▼

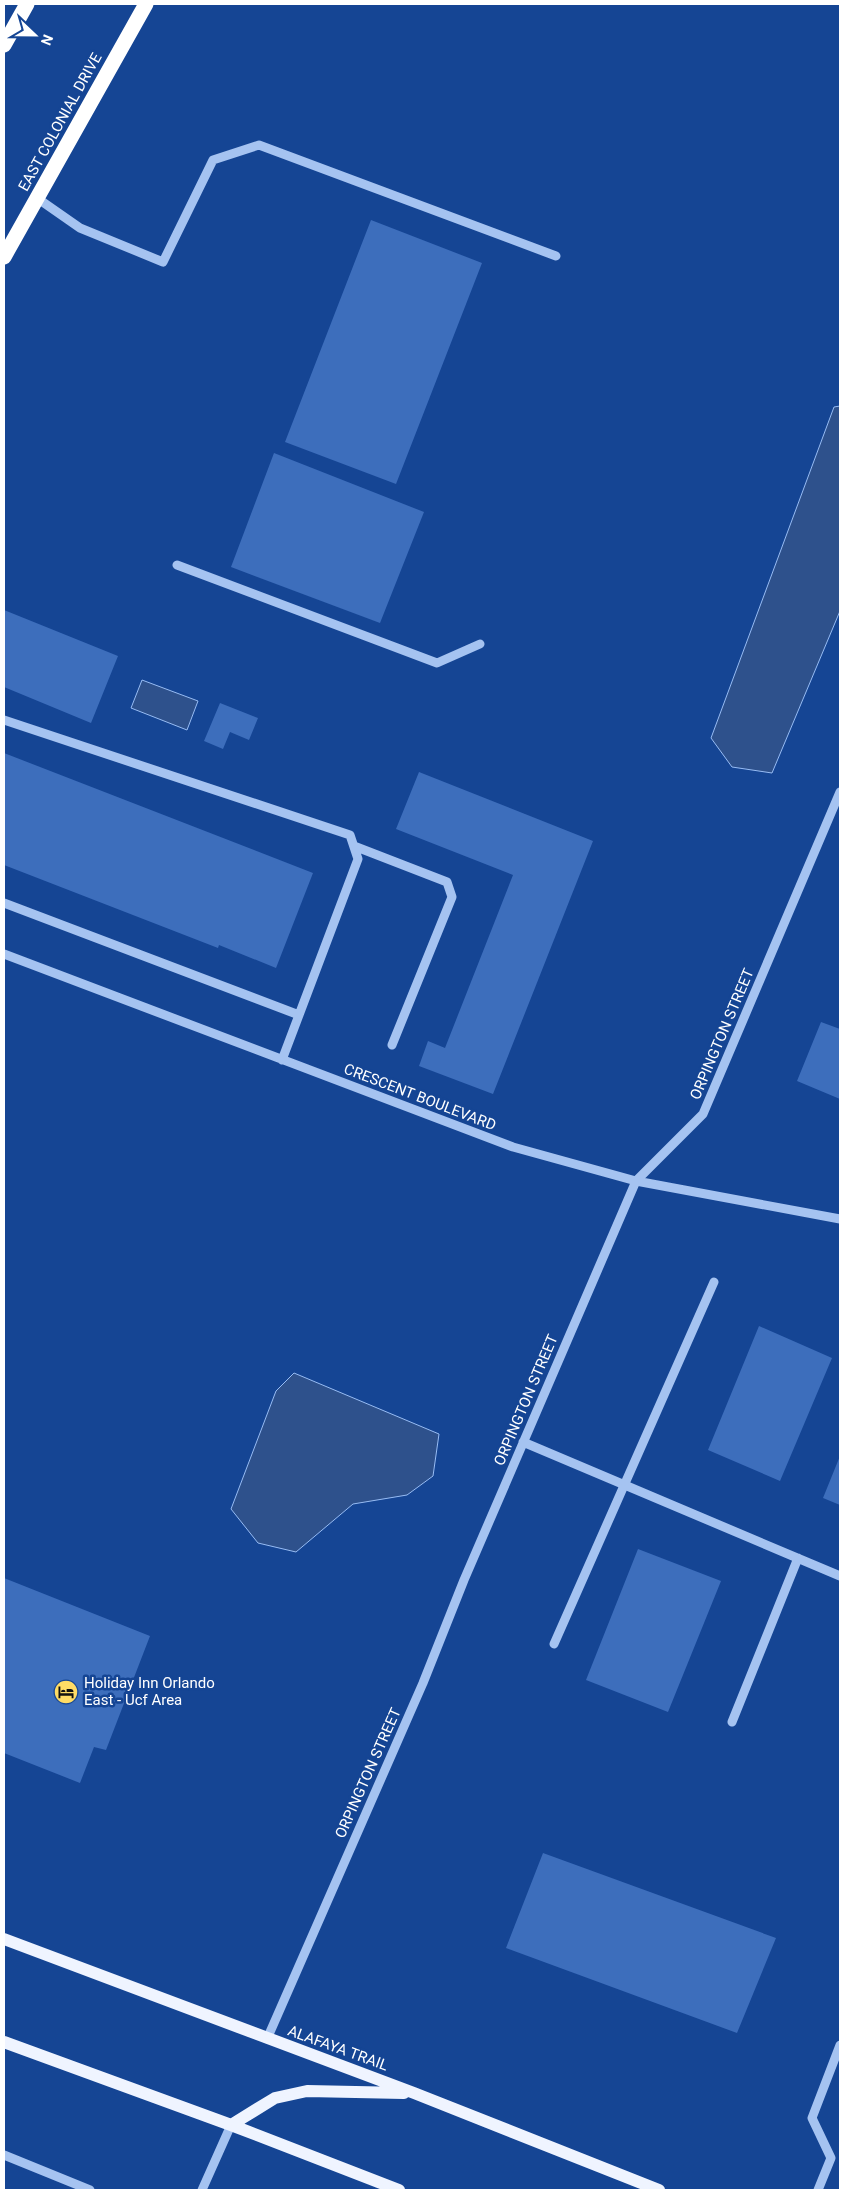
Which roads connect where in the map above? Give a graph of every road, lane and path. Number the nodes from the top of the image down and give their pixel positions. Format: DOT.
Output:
graph roads {
  1 [pos="27,4"];
  2 [pos="146,4"];
  3 [pos="4,45"];
  4 [pos="37,198"];
  5 [pos="556,256"];
  6 [pos="4,257"];
  7 [pos="177,565"];
  8 [pos="480,644"];
  9 [pos="4,720"];
  10 [pos="840,792"];
  11 [pos="354,846"];
  12 [pos="4,903"];
  13 [pos="4,954"];
  14 [pos="299,1016"];
  15 [pos="392,1045"];
  16 [pos="282,1060"];
  17 [pos="636,1181"];
  18 [pos="840,1219"];
  19 [pos="714,1282"];
  20 [pos="523,1442"];
  21 [pos="624,1485"];
  22 [pos="798,1558"];
  23 [pos="840,1576"];
  24 [pos="554,1644"];
  25 [pos="732,1722"];
  26 [pos="4,1939"];
  27 [pos="267,2039"];
  28 [pos="4,2042"];
  29 [pos="840,2045"];
  30 [pos="414,2093"];
  31 [pos="231,2125"];
  32 [pos="4,2155"];
  33 [pos="90,2190"];
  34 [pos="202,2190"];
  35 [pos="399,2190"];
  36 [pos="658,2190"];
  37 [pos="818,2190"];
  1 -- 3 [label="highway"];
  2 -- 4 [label="highway, EAST COLONIAL DRIVE"];
  4 -- 5 [label="street"];
  4 -- 6 [label="highway, EAST COLONIAL DRIVE"];
  7 -- 8 [label="street"];
  9 -- 11 [label="street"];
  10 -- 17 [label="street, ORPINGTON STREET"];
  11 -- 14 [label="street"];
  11 -- 15 [label="street"];
  12 -- 14 [label="street"];
  13 -- 16 [label="street, CRESCENT BOULEVARD"];
  14 -- 16 [label="street"];
  16 -- 17 [label="street, CRESCENT BOULEVARD"];
  17 -- 18 [label="street, CRESCENT BOULEVARD"];
  17 -- 20 [label="street, ORPINGTON STREET"];
  19 -- 21 [label="street"];
  20 -- 21 [label="street"];
  20 -- 27 [label="street, ORPINGTON STREET"];
  21 -- 22 [label="street"];
  21 -- 24 [label="street"];
  22 -- 23 [label="street"];
  22 -- 25 [label="street"];
  26 -- 27 [label="main road, ALAFAYA TRAIL"];
  27 -- 30 [label="main road, ALAFAYA TRAIL"];
  28 -- 31 [label="main road"];
  29 -- 37 [label="street"];
  30 -- 31 [label="main road"];
  30 -- 36 [label="main road, ALAFAYA TRAIL"];
  31 -- 34 [label="street"];
  31 -- 35 [label="main road"];
  32 -- 33 [label="street"];
}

▲

**What the task asks**. Exclude all images and return the listing word for word.

**Answer**.
Which roads connect where in the map above? Give a graph of every road, lane and path. Number the nodes from the top of the image down and give their pixel positions. Format: DOT.
Output:
graph roads {
  1 [pos="27,4"];
  2 [pos="146,4"];
  3 [pos="4,45"];
  4 [pos="37,198"];
  5 [pos="556,256"];
  6 [pos="4,257"];
  7 [pos="177,565"];
  8 [pos="480,644"];
  9 [pos="4,720"];
  10 [pos="840,792"];
  11 [pos="354,846"];
  12 [pos="4,903"];
  13 [pos="4,954"];
  14 [pos="299,1016"];
  15 [pos="392,1045"];
  16 [pos="282,1060"];
  17 [pos="636,1181"];
  18 [pos="840,1219"];
  19 [pos="714,1282"];
  20 [pos="523,1442"];
  21 [pos="624,1485"];
  22 [pos="798,1558"];
  23 [pos="840,1576"];
  24 [pos="554,1644"];
  25 [pos="732,1722"];
  26 [pos="4,1939"];
  27 [pos="267,2039"];
  28 [pos="4,2042"];
  29 [pos="840,2045"];
  30 [pos="414,2093"];
  31 [pos="231,2125"];
  32 [pos="4,2155"];
  33 [pos="90,2190"];
  34 [pos="202,2190"];
  35 [pos="399,2190"];
  36 [pos="658,2190"];
  37 [pos="818,2190"];
  1 -- 3 [label="highway"];
  2 -- 4 [label="highway, EAST COLONIAL DRIVE"];
  4 -- 5 [label="street"];
  4 -- 6 [label="highway, EAST COLONIAL DRIVE"];
  7 -- 8 [label="street"];
  9 -- 11 [label="street"];
  10 -- 17 [label="street, ORPINGTON STREET"];
  11 -- 14 [label="street"];
  11 -- 15 [label="street"];
  12 -- 14 [label="street"];
  13 -- 16 [label="street, CRESCENT BOULEVARD"];
  14 -- 16 [label="street"];
  16 -- 17 [label="street, CRESCENT BOULEVARD"];
  17 -- 18 [label="street, CRESCENT BOULEVARD"];
  17 -- 20 [label="street, ORPINGTON STREET"];
  19 -- 21 [label="street"];
  20 -- 21 [label="street"];
  20 -- 27 [label="street, ORPINGTON STREET"];
  21 -- 22 [label="street"];
  21 -- 24 [label="street"];
  22 -- 23 [label="street"];
  22 -- 25 [label="street"];
  26 -- 27 [label="main road, ALAFAYA TRAIL"];
  27 -- 30 [label="main road, ALAFAYA TRAIL"];
  28 -- 31 [label="main road"];
  29 -- 37 [label="street"];
  30 -- 31 [label="main road"];
  30 -- 36 [label="main road, ALAFAYA TRAIL"];
  31 -- 34 [label="street"];
  31 -- 35 [label="main road"];
  32 -- 33 [label="street"];
}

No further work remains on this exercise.